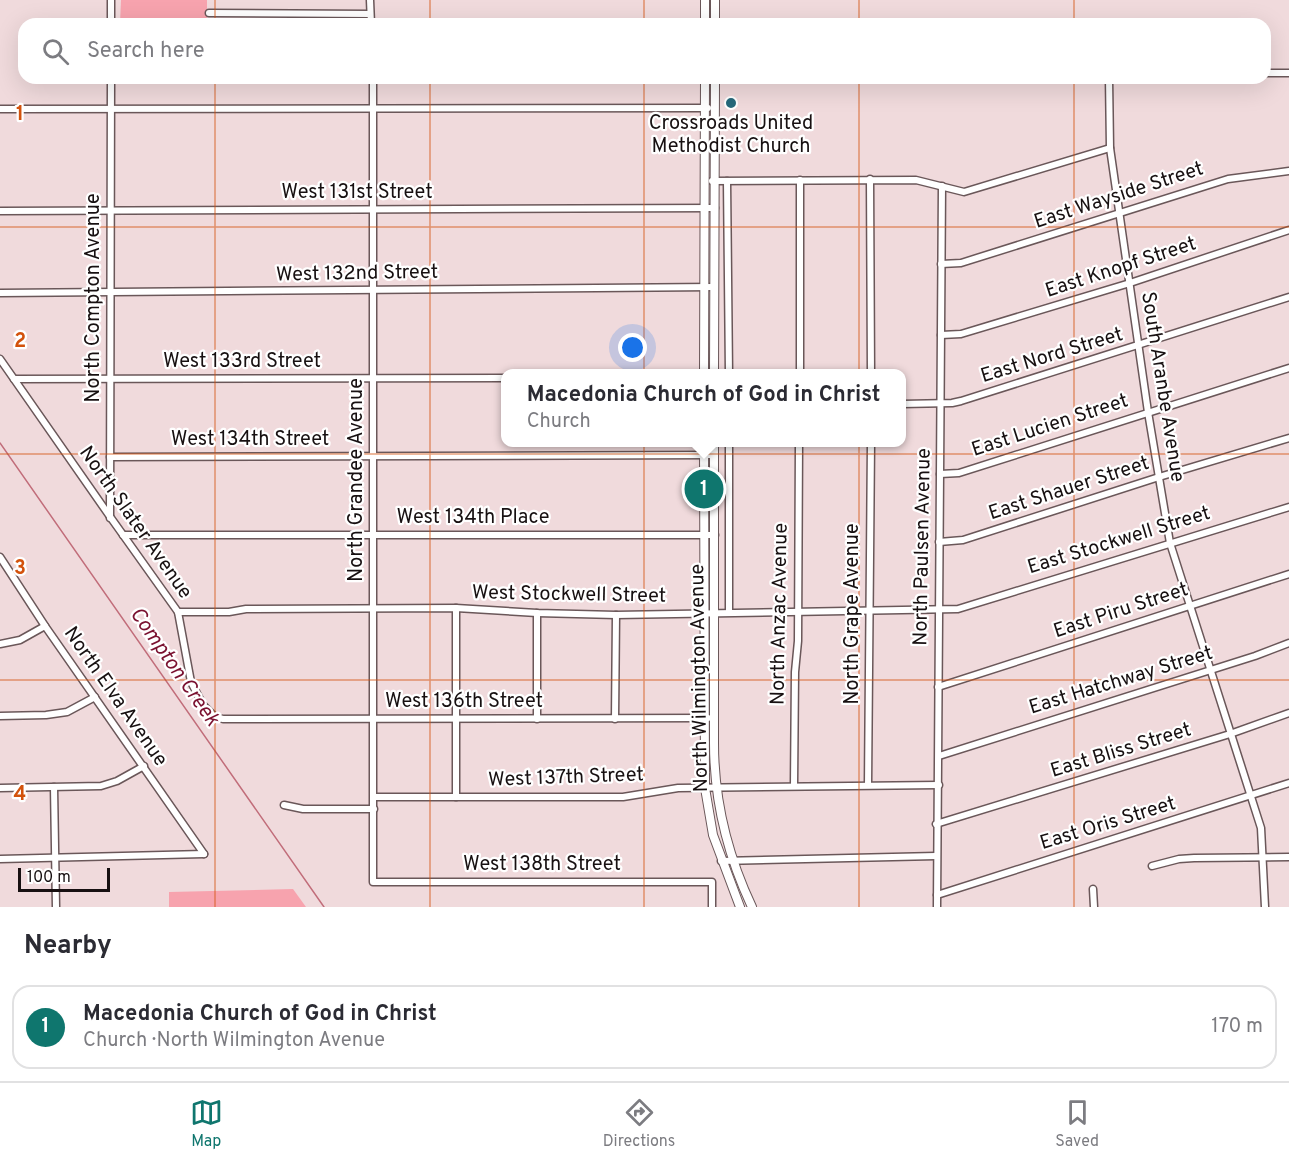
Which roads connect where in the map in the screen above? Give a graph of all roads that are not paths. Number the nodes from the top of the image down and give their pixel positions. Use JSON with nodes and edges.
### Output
{"nodes":[{"id":1,"x":111,"y":0,"type":"edge"},
{"id":2,"x":370,"y":0,"type":"edge"},
{"id":3,"x":705,"y":0,"type":"edge"},
{"id":4,"x":715,"y":0,"type":"edge"},
{"id":5,"x":209,"y":13,"type":"dead end"},
{"id":6,"x":370,"y":14,"type":"junction"},
{"id":7,"x":111,"y":18,"type":"edge"},
{"id":8,"x":370,"y":18,"type":"edge"},
{"id":9,"x":705,"y":18,"type":"edge"},
{"id":10,"x":715,"y":18,"type":"edge"},
{"id":11,"x":1271,"y":73,"type":"edge"},
{"id":12,"x":1289,"y":73,"type":"edge"},
{"id":13,"x":111,"y":84,"type":"edge"},
{"id":14,"x":373,"y":84,"type":"edge"},
{"id":15,"x":705,"y":84,"type":"edge"},
{"id":16,"x":715,"y":84,"type":"edge"},
{"id":17,"x":1109,"y":84,"type":"edge"},
{"id":18,"x":705,"y":108,"type":"junction"},
{"id":19,"x":714,"y":108,"type":"junction"},
{"id":20,"x":111,"y":109,"type":"junction"},
{"id":21,"x":373,"y":109,"type":"junction"},
{"id":22,"x":0,"y":110,"type":"edge"},
{"id":23,"x":1110,"y":148,"type":"junction"},
{"id":24,"x":1289,"y":171,"type":"edge"},
{"id":25,"x":870,"y":179,"type":"junction"},
{"id":26,"x":800,"y":180,"type":"junction"},
{"id":27,"x":704,"y":181,"type":"junction"},
{"id":28,"x":714,"y":181,"type":"junction"},
{"id":29,"x":727,"y":181,"type":"junction"},
{"id":30,"x":942,"y":186,"type":"junction"},
{"id":31,"x":705,"y":208,"type":"junction"},
{"id":32,"x":715,"y":208,"type":"junction"},
{"id":33,"x":111,"y":210,"type":"junction"},
{"id":34,"x":373,"y":210,"type":"junction"},
{"id":35,"x":0,"y":211,"type":"edge"},
{"id":36,"x":1121,"y":213,"type":"junction"},
{"id":37,"x":1289,"y":230,"type":"edge"},
{"id":38,"x":941,"y":264,"type":"junction"},
{"id":39,"x":1130,"y":284,"type":"junction"},
{"id":40,"x":705,"y":287,"type":"junction"},
{"id":41,"x":714,"y":287,"type":"junction"},
{"id":42,"x":374,"y":290,"type":"junction"},
{"id":43,"x":0,"y":293,"type":"edge"},
{"id":44,"x":110,"y":293,"type":"junction"},
{"id":45,"x":1289,"y":297,"type":"edge"},
{"id":46,"x":941,"y":335,"type":"junction"},
{"id":47,"x":1139,"y":346,"type":"junction"},
{"id":48,"x":0,"y":358,"type":"edge"},
{"id":49,"x":1289,"y":368,"type":"edge"},
{"id":50,"x":704,"y":369,"type":"edge"},
{"id":51,"x":714,"y":369,"type":"edge"},
{"id":52,"x":729,"y":369,"type":"edge"},
{"id":53,"x":800,"y":369,"type":"edge"},
{"id":54,"x":871,"y":369,"type":"edge"},
{"id":55,"x":373,"y":378,"type":"junction"},
{"id":56,"x":501,"y":378,"type":"edge"},
{"id":57,"x":14,"y":379,"type":"junction"},
{"id":58,"x":110,"y":379,"type":"junction"},
{"id":59,"x":906,"y":404,"type":"edge"},
{"id":60,"x":940,"y":404,"type":"junction"},
{"id":61,"x":1148,"y":412,"type":"junction"},
{"id":62,"x":1289,"y":438,"type":"edge"},
{"id":63,"x":704,"y":447,"type":"edge"},
{"id":64,"x":714,"y":447,"type":"edge"},
{"id":65,"x":729,"y":447,"type":"edge"},
{"id":66,"x":799,"y":447,"type":"edge"},
{"id":67,"x":871,"y":447,"type":"edge"},
{"id":68,"x":704,"y":455,"type":"junction"},
{"id":69,"x":714,"y":455,"type":"junction"},
{"id":70,"x":374,"y":456,"type":"junction"},
{"id":71,"x":110,"y":457,"type":"junction"},
{"id":72,"x":940,"y":474,"type":"junction"},
{"id":73,"x":1159,"y":477,"type":"junction"},
{"id":74,"x":1289,"y":507,"type":"edge"},
{"id":75,"x":111,"y":518,"type":"junction"},
{"id":76,"x":123,"y":535,"type":"junction"},
{"id":77,"x":374,"y":535,"type":"junction"},
{"id":78,"x":704,"y":535,"type":"junction"},
{"id":79,"x":715,"y":535,"type":"junction"},
{"id":80,"x":939,"y":542,"type":"junction"},
{"id":81,"x":1170,"y":543,"type":"junction"},
{"id":82,"x":0,"y":557,"type":"edge"},
{"id":83,"x":1289,"y":574,"type":"edge"},
{"id":84,"x":1190,"y":606,"type":"junction"},
{"id":85,"x":456,"y":608,"type":"junction"},
{"id":86,"x":374,"y":609,"type":"junction"},
{"id":87,"x":938,"y":609,"type":"junction"},
{"id":88,"x":958,"y":609,"type":"joint"},
{"id":89,"x":870,"y":610,"type":"junction"},
{"id":90,"x":729,"y":611,"type":"junction"},
{"id":91,"x":798,"y":611,"type":"junction"},
{"id":92,"x":178,"y":612,"type":"junction"},
{"id":93,"x":715,"y":612,"type":"junction"},
{"id":94,"x":704,"y":613,"type":"junction"},
{"id":95,"x":537,"y":614,"type":"junction"},
{"id":96,"x":616,"y":615,"type":"junction"},
{"id":97,"x":45,"y":626,"type":"junction"},
{"id":98,"x":1289,"y":643,"type":"edge"},
{"id":99,"x":0,"y":644,"type":"edge"},
{"id":100,"x":1210,"y":670,"type":"junction"},
{"id":101,"x":938,"y":687,"type":"junction"},
{"id":102,"x":95,"y":697,"type":"junction"},
{"id":103,"x":1289,"y":713,"type":"edge"},
{"id":104,"x":0,"y":716,"type":"edge"},
{"id":105,"x":215,"y":717,"type":"joint"},
{"id":106,"x":374,"y":718,"type":"junction"},
{"id":107,"x":456,"y":718,"type":"junction"},
{"id":108,"x":704,"y":718,"type":"junction"},
{"id":109,"x":714,"y":718,"type":"junction"},
{"id":110,"x":537,"y":719,"type":"junction"},
{"id":111,"x":615,"y":719,"type":"junction"},
{"id":112,"x":1230,"y":734,"type":"junction"},
{"id":113,"x":939,"y":756,"type":"junction"},
{"id":114,"x":144,"y":766,"type":"junction"},
{"id":115,"x":1289,"y":783,"type":"edge"},
{"id":116,"x":868,"y":785,"type":"junction"},
{"id":117,"x":939,"y":785,"type":"junction"},
{"id":118,"x":794,"y":786,"type":"junction"},
{"id":119,"x":54,"y":787,"type":"junction"},
{"id":120,"x":0,"y":788,"type":"edge"},
{"id":121,"x":705,"y":788,"type":"junction"},
{"id":122,"x":716,"y":788,"type":"junction"},
{"id":123,"x":374,"y":796,"type":"junction"},
{"id":124,"x":1252,"y":796,"type":"junction"},
{"id":125,"x":456,"y":797,"type":"junction"},
{"id":126,"x":284,"y":805,"type":"dead end"},
{"id":127,"x":374,"y":809,"type":"junction"},
{"id":128,"x":936,"y":824,"type":"junction"},
{"id":129,"x":936,"y":856,"type":"junction"},
{"id":130,"x":1263,"y":857,"type":"junction"},
{"id":131,"x":1289,"y":858,"type":"edge"},
{"id":132,"x":0,"y":859,"type":"edge"},
{"id":133,"x":55,"y":859,"type":"junction"},
{"id":134,"x":732,"y":859,"type":"junction"},
{"id":135,"x":721,"y":861,"type":"junction"},
{"id":136,"x":1152,"y":866,"type":"dead end"},
{"id":137,"x":373,"y":882,"type":"joint"},
{"id":138,"x":1093,"y":889,"type":"dead end"},
{"id":139,"x":937,"y":895,"type":"junction"},
{"id":140,"x":56,"y":907,"type":"edge"},
{"id":141,"x":712,"y":907,"type":"edge"},
{"id":142,"x":740,"y":907,"type":"edge"},
{"id":143,"x":752,"y":907,"type":"edge"},
{"id":144,"x":937,"y":907,"type":"edge"},
{"id":145,"x":1094,"y":907,"type":"edge"},
{"id":146,"x":1265,"y":907,"type":"edge"}],
"edges":[{"from":1,"to":7,"type":"street"},
{"from":2,"to":6,"type":"street"},
{"from":3,"to":9,"type":"main road"},
{"from":4,"to":10,"type":"main road"},
{"from":5,"to":6,"type":"street"},
{"from":6,"to":8,"type":"street"},
{"from":11,"to":12,"type":"street"},
{"from":13,"to":20,"type":"street","name":"North Compton Avenue"},
{"from":14,"to":21,"type":"street","name":"North Grandee Avenue"},
{"from":15,"to":18,"type":"main road"},
{"from":16,"to":19,"type":"main road"},
{"from":17,"to":23,"type":"street","name":"South Aranbe Avenue"},
{"from":18,"to":19,"type":"street"},
{"from":18,"to":21,"type":"street"},
{"from":18,"to":27,"type":"main road"},
{"from":19,"to":28,"type":"main road"},
{"from":20,"to":21,"type":"street"},
{"from":20,"to":22,"type":"street"},
{"from":20,"to":33,"type":"street","name":"North Compton Avenue"},
{"from":21,"to":34,"type":"street","name":"North Grandee Avenue"},
{"from":23,"to":30,"type":"street"},
{"from":23,"to":36,"type":"street","name":"South Aranbe Avenue"},
{"from":24,"to":36,"type":"street","name":"East Wayside Street"},
{"from":25,"to":26,"type":"street"},
{"from":25,"to":30,"type":"street"},
{"from":25,"to":54,"type":"street"},
{"from":26,"to":29,"type":"street"},
{"from":26,"to":53,"type":"street"},
{"from":27,"to":28,"type":"street"},
{"from":27,"to":31,"type":"main road"},
{"from":28,"to":29,"type":"street"},
{"from":28,"to":32,"type":"main road"},
{"from":29,"to":52,"type":"street"},
{"from":30,"to":38,"type":"street","name":"North Paulsen Avenue"},
{"from":31,"to":32,"type":"street","name":"West 131st Street"},
{"from":31,"to":34,"type":"street","name":"West 131st Street"},
{"from":31,"to":40,"type":"main road"},
{"from":32,"to":41,"type":"main road"},
{"from":33,"to":34,"type":"street","name":"West 131st Street"},
{"from":33,"to":35,"type":"street","name":"West 131st Street"},
{"from":33,"to":44,"type":"street","name":"North Compton Avenue"},
{"from":34,"to":42,"type":"street","name":"North Grandee Avenue"},
{"from":36,"to":38,"type":"street","name":"East Wayside Street"},
{"from":36,"to":39,"type":"street","name":"South Aranbe Avenue"},
{"from":37,"to":39,"type":"street","name":"East Knopf Street"},
{"from":38,"to":46,"type":"street","name":"North Paulsen Avenue"},
{"from":39,"to":46,"type":"street","name":"East Knopf Street"},
{"from":39,"to":47,"type":"street","name":"South Aranbe Avenue"},
{"from":40,"to":41,"type":"street","name":"West 132nd Street"},
{"from":40,"to":42,"type":"street","name":"West 132nd Street"},
{"from":40,"to":50,"type":"main road"},
{"from":41,"to":51,"type":"main road"},
{"from":42,"to":44,"type":"street","name":"West 132nd Street"},
{"from":42,"to":55,"type":"street","name":"North Grandee Avenue"},
{"from":43,"to":44,"type":"street","name":"West 132nd Street"},
{"from":44,"to":58,"type":"street","name":"North Compton Avenue"},
{"from":45,"to":47,"type":"street","name":"East Nord Street"},
{"from":46,"to":60,"type":"street","name":"North Paulsen Avenue"},
{"from":47,"to":60,"type":"street","name":"East Nord Street"},
{"from":47,"to":61,"type":"street","name":"South Aranbe Avenue"},
{"from":48,"to":57,"type":"street","name":"North Slater Avenue"},
{"from":49,"to":61,"type":"street","name":"East Lucien Street"},
{"from":55,"to":56,"type":"street","name":"West 133rd Street"},
{"from":55,"to":58,"type":"street","name":"West 133rd Street"},
{"from":55,"to":70,"type":"street","name":"North Grandee Avenue"},
{"from":57,"to":58,"type":"street","name":"West 133rd Street"},
{"from":57,"to":75,"type":"street","name":"North Slater Avenue"},
{"from":58,"to":71,"type":"street","name":"North Compton Avenue"},
{"from":59,"to":60,"type":"street","name":"East Nord Street"},
{"from":60,"to":72,"type":"street","name":"North Paulsen Avenue"},
{"from":61,"to":72,"type":"street","name":"East Lucien Street"},
{"from":61,"to":73,"type":"street","name":"South Aranbe Avenue"},
{"from":62,"to":73,"type":"street","name":"East Shauer Street"},
{"from":63,"to":68,"type":"main road","name":"North Wilmington Avenue"},
{"from":64,"to":69,"type":"main road","name":"North Wilmington Avenue"},
{"from":65,"to":90,"type":"street"},
{"from":66,"to":91,"type":"street","name":"North Anzac Avenue"},
{"from":67,"to":89,"type":"street","name":"North Grape Avenue"},
{"from":68,"to":69,"type":"street","name":"West 134th Street"},
{"from":68,"to":70,"type":"street","name":"West 134th Street"},
{"from":68,"to":78,"type":"main road","name":"North Wilmington Avenue"},
{"from":69,"to":79,"type":"main road","name":"North Wilmington Avenue"},
{"from":70,"to":71,"type":"street","name":"West 134th Street"},
{"from":70,"to":77,"type":"street","name":"North Grandee Avenue"},
{"from":71,"to":75,"type":"street","name":"North Compton Avenue"},
{"from":72,"to":80,"type":"street","name":"North Paulsen Avenue"},
{"from":73,"to":80,"type":"street","name":"East Shauer Street"},
{"from":73,"to":81,"type":"street","name":"South Aranbe Avenue"},
{"from":74,"to":81,"type":"street","name":"East Stockwell Street"},
{"from":75,"to":76,"type":"street","name":"North Slater Avenue"},
{"from":76,"to":77,"type":"street","name":"West 134th Place"},
{"from":76,"to":92,"type":"street","name":"North Slater Avenue"},
{"from":77,"to":78,"type":"street","name":"West 134th Place"},
{"from":77,"to":86,"type":"street","name":"North Grandee Avenue"},
{"from":78,"to":79,"type":"street","name":"West 134th Place"},
{"from":78,"to":94,"type":"main road","name":"North Wilmington Avenue"},
{"from":79,"to":93,"type":"main road","name":"North Wilmington Avenue"},
{"from":80,"to":87,"type":"street","name":"North Paulsen Avenue"},
{"from":81,"to":84,"type":"street","name":"South Aranbe Avenue"},
{"from":81,"to":88,"type":"street","name":"East Stockwell Street"},
{"from":82,"to":97,"type":"street","name":"North Elva Avenue"},
{"from":83,"to":84,"type":"street","name":"East Piru Street"},
{"from":84,"to":100,"type":"street","name":"South Aranbe Avenue"},
{"from":84,"to":101,"type":"street","name":"East Piru Street"},
{"from":85,"to":86,"type":"street","name":"West Stockwell Street"},
{"from":85,"to":95,"type":"street","name":"West Stockwell Street"},
{"from":85,"to":107,"type":"street"},
{"from":86,"to":92,"type":"street","name":"West Stockwell Street"},
{"from":86,"to":106,"type":"street","name":"North Grandee Avenue"},
{"from":87,"to":88,"type":"street","name":"West Stockwell Street"},
{"from":87,"to":89,"type":"street","name":"West Stockwell Street"},
{"from":87,"to":101,"type":"street","name":"North Paulsen Avenue"},
{"from":89,"to":91,"type":"street","name":"West Stockwell Street"},
{"from":89,"to":116,"type":"street","name":"North Grape Avenue"},
{"from":90,"to":91,"type":"street","name":"West Stockwell Street"},
{"from":90,"to":93,"type":"street","name":"West Stockwell Street"},
{"from":91,"to":118,"type":"street","name":"North Anzac Avenue"},
{"from":92,"to":105,"type":"street","name":"North Slater Avenue"},
{"from":93,"to":94,"type":"street","name":"West Stockwell Street"},
{"from":93,"to":109,"type":"main road","name":"North Wilmington Avenue"},
{"from":94,"to":96,"type":"street","name":"West Stockwell Street"},
{"from":94,"to":108,"type":"main road","name":"North Wilmington Avenue"},
{"from":95,"to":96,"type":"street","name":"West Stockwell Street"},
{"from":95,"to":110,"type":"street"},
{"from":96,"to":111,"type":"street"},
{"from":97,"to":99,"type":"street"},
{"from":97,"to":102,"type":"street","name":"North Elva Avenue"},
{"from":98,"to":100,"type":"street","name":"East Hatchway Street"},
{"from":100,"to":112,"type":"street","name":"South Aranbe Avenue"},
{"from":100,"to":113,"type":"street","name":"East Hatchway Street"},
{"from":101,"to":113,"type":"street","name":"North Paulsen Avenue"},
{"from":102,"to":104,"type":"street"},
{"from":102,"to":114,"type":"street","name":"North Elva Avenue"},
{"from":103,"to":112,"type":"street","name":"East Bliss Street"},
{"from":105,"to":106,"type":"street","name":"West 136th Street"},
{"from":106,"to":107,"type":"street","name":"West 136th Street"},
{"from":106,"to":123,"type":"street","name":"North Grandee Avenue"},
{"from":107,"to":110,"type":"street","name":"West 136th Street"},
{"from":107,"to":125,"type":"street"},
{"from":108,"to":109,"type":"street","name":"West 136th Street"},
{"from":108,"to":111,"type":"street","name":"West 136th Street"},
{"from":108,"to":121,"type":"main road","name":"North Wilmington Avenue"},
{"from":109,"to":122,"type":"main road","name":"North Wilmington Avenue"},
{"from":110,"to":111,"type":"street","name":"West 136th Street"},
{"from":112,"to":124,"type":"street","name":"South Aranbe Avenue"},
{"from":112,"to":128,"type":"street","name":"East Bliss Street"},
{"from":113,"to":117,"type":"street","name":"North Paulsen Avenue"},
{"from":114,"to":119,"type":"street"},
{"from":114,"to":133,"type":"street","name":"North Elva Avenue"},
{"from":115,"to":124,"type":"street","name":"East Oris Street"},
{"from":116,"to":117,"type":"street","name":"West 137th Street"},
{"from":116,"to":118,"type":"street","name":"West 137th Street"},
{"from":117,"to":128,"type":"street","name":"North Paulsen Avenue"},
{"from":118,"to":122,"type":"street","name":"West 137th Street"},
{"from":119,"to":120,"type":"street"},
{"from":119,"to":133,"type":"street"},
{"from":121,"to":122,"type":"street","name":"West 137th Street"},
{"from":121,"to":125,"type":"street","name":"West 137th Street"},
{"from":121,"to":135,"type":"main road","name":"North Wilmington Avenue"},
{"from":122,"to":134,"type":"main road","name":"North Wilmington Avenue"},
{"from":123,"to":125,"type":"street","name":"West 137th Street"},
{"from":123,"to":127,"type":"street","name":"North Grandee Avenue"},
{"from":124,"to":130,"type":"street","name":"South Aranbe Avenue"},
{"from":124,"to":139,"type":"street","name":"East Oris Street"},
{"from":126,"to":127,"type":"street"},
{"from":127,"to":137,"type":"street","name":"North Grandee Avenue"},
{"from":128,"to":129,"type":"street","name":"North Paulsen Avenue"},
{"from":129,"to":134,"type":"street"},
{"from":129,"to":139,"type":"street","name":"North Paulsen Avenue"},
{"from":130,"to":131,"type":"street"},
{"from":130,"to":136,"type":"street"},
{"from":130,"to":146,"type":"street","name":"South Aranbe Avenue"},
{"from":132,"to":133,"type":"street"},
{"from":133,"to":140,"type":"street"},
{"from":134,"to":135,"type":"street"},
{"from":134,"to":143,"type":"main road","name":"North Wilmington Avenue"},
{"from":135,"to":142,"type":"main road","name":"North Wilmington Avenue"},
{"from":137,"to":141,"type":"street","name":"West 138th Street"},
{"from":138,"to":145,"type":"street"},
{"from":139,"to":144,"type":"street","name":"North Paulsen Avenue"}]}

- **Task objective**
In which lines of the records does the word "Slater" appear? Copy each of them.

- **Written solution**
{"from":48,"to":57,"type":"street","name":"North Slater Avenue"},
{"from":57,"to":75,"type":"street","name":"North Slater Avenue"},
{"from":75,"to":76,"type":"street","name":"North Slater Avenue"},
{"from":76,"to":92,"type":"street","name":"North Slater Avenue"},
{"from":92,"to":105,"type":"street","name":"North Slater Avenue"},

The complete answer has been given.